The scale_pos_weight parameter in XGBoost is designed to handle class imbalance in binary classification problems. However, it has no effect on the performance of the XGBRegressor model, which is used for regression tasks.

In this example, we’ll demonstrate that the scale_pos_weight parameter does not influence the performance of the XGBRegressor model by generating a synthetic regression dataset, training multiple XGBRegressor models with different scale_pos_weight values, and comparing their performance using evaluation metrics.

import numpy as np
from sklearn.datasets import make_regression
from sklearn.model_selection import train_test_split
from xgboost import XGBRegressor
from sklearn.metrics import mean_squared_error, r2_score

# Generate a synthetic regression dataset
X, y = make_regression(n_samples=1000, n_features=10, noise=0.1, random_state=42)

# Split the data into train and test sets
X_train, X_test, y_train, y_test = train_test_split(X, y, test_size=0.2, random_state=42)

# Define a range of scale_pos_weight values to test
scale_pos_weight_values = [0.1, 1, 10, 100]

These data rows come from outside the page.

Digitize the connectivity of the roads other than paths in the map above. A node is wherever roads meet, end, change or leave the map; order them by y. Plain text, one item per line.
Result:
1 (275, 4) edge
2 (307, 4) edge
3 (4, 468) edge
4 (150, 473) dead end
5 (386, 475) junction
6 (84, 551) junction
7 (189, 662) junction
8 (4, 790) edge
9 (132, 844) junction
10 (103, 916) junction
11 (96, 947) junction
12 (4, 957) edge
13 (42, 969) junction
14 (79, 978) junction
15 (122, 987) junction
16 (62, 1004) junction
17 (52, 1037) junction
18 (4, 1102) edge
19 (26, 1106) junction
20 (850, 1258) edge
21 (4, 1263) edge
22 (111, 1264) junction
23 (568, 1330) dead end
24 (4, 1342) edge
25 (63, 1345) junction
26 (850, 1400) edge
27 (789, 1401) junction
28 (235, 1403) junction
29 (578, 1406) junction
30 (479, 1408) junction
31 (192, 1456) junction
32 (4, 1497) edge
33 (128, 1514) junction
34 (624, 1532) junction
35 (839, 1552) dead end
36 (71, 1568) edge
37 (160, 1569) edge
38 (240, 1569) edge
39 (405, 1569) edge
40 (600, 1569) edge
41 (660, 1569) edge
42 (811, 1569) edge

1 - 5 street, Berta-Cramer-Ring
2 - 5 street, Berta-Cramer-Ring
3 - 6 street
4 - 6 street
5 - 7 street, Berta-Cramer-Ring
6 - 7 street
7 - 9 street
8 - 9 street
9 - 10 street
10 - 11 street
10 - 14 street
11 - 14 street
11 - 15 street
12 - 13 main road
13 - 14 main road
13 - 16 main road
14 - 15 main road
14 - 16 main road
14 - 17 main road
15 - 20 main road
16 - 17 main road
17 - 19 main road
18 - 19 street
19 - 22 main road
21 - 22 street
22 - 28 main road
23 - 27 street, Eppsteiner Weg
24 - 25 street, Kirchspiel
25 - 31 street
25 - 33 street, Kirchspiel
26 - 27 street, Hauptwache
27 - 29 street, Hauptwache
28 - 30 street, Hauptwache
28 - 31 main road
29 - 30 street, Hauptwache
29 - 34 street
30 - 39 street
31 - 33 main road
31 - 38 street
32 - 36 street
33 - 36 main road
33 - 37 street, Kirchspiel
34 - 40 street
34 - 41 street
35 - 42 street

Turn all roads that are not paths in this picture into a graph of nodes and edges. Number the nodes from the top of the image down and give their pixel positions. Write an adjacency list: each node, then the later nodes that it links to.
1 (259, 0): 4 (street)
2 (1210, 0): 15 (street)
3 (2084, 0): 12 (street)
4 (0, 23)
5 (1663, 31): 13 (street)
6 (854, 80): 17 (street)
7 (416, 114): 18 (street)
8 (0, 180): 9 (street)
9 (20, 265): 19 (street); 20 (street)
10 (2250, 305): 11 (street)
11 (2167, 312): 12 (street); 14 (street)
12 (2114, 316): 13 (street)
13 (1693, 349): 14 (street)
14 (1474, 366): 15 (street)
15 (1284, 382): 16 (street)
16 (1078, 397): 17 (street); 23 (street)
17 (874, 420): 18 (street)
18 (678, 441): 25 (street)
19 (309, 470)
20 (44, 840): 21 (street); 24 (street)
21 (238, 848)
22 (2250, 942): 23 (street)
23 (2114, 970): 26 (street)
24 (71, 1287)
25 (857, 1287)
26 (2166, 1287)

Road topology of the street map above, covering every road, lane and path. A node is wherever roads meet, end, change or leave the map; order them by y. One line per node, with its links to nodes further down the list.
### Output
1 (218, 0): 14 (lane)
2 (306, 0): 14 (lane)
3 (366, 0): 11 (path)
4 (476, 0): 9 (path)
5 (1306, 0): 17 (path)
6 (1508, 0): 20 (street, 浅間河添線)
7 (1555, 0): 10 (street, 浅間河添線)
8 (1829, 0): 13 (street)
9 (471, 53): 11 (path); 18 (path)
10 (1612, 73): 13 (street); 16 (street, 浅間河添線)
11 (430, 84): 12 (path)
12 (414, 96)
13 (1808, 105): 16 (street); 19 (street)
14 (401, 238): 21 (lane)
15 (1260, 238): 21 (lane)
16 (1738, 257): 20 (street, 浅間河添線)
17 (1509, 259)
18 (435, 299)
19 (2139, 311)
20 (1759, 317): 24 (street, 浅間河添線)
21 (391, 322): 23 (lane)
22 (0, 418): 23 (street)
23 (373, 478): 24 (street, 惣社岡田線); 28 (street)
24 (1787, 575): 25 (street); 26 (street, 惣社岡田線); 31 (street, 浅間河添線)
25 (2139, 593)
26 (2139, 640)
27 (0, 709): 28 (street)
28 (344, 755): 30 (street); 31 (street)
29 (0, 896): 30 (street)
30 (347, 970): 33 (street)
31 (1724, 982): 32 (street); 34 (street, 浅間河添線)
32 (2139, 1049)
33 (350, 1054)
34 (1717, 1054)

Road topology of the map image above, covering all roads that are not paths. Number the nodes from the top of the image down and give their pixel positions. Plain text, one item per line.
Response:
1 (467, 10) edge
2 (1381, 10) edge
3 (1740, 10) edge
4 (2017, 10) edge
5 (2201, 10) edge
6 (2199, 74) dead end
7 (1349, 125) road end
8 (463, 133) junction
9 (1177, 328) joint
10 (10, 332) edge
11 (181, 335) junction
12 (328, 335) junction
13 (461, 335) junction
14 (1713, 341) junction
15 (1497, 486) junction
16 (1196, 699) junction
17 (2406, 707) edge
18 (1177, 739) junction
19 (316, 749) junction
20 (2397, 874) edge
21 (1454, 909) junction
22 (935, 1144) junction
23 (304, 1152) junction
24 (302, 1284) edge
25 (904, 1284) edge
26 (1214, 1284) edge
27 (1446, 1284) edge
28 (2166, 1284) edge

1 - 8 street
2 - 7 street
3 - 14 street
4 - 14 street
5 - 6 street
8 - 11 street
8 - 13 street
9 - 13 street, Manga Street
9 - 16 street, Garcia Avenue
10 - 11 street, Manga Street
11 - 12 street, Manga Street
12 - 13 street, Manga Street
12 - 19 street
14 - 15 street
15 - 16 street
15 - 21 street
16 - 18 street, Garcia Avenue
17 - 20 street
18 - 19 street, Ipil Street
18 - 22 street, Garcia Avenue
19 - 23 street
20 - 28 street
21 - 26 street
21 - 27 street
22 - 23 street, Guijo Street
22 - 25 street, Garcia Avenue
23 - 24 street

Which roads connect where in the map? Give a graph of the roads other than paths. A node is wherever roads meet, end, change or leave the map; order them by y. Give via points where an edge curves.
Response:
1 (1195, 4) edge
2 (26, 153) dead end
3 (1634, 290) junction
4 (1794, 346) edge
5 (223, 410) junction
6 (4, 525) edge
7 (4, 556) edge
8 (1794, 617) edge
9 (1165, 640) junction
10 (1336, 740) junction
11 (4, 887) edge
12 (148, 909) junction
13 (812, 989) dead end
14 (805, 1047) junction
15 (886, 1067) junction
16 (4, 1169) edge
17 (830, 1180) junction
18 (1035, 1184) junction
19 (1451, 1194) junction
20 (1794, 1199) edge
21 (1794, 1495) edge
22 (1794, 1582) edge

# Train and evaluate XGBRegressor models with different scale_pos_weight values
for scale_pos_weight in scale_pos_weight_values:
    model = XGBRegressor(n_estimators=100, scale_pos_weight=scale_pos_weight, random_state=42)
    model.fit(X_train, y_train)
    y_pred = model.predict(X_test)
    mse = mean_squared_error(y_test, y_pred)
    r2 = r2_score(y_test, y_pred)
    print(f"scale_pos_weight: {scale_pos_weight}, MSE: {mse:.4f}, R2: {r2:.4f}")

Output:

scale_pos_weight: 0.1, MSE: 1709.6567, R2: 0.8987
scale_pos_weight: 1, MSE: 1709.6567, R2: 0.8987
scale_pos_weight: 10, MSE: 1709.6567, R2: 0.8987
scale_pos_weight: 100, MSE: 1709.6567, R2: 0.8987

The code generates a synthetic regression dataset using sklearn.datasets.make_regression, splits the data into train and test sets, and defines a range of scale_pos_weight values to test.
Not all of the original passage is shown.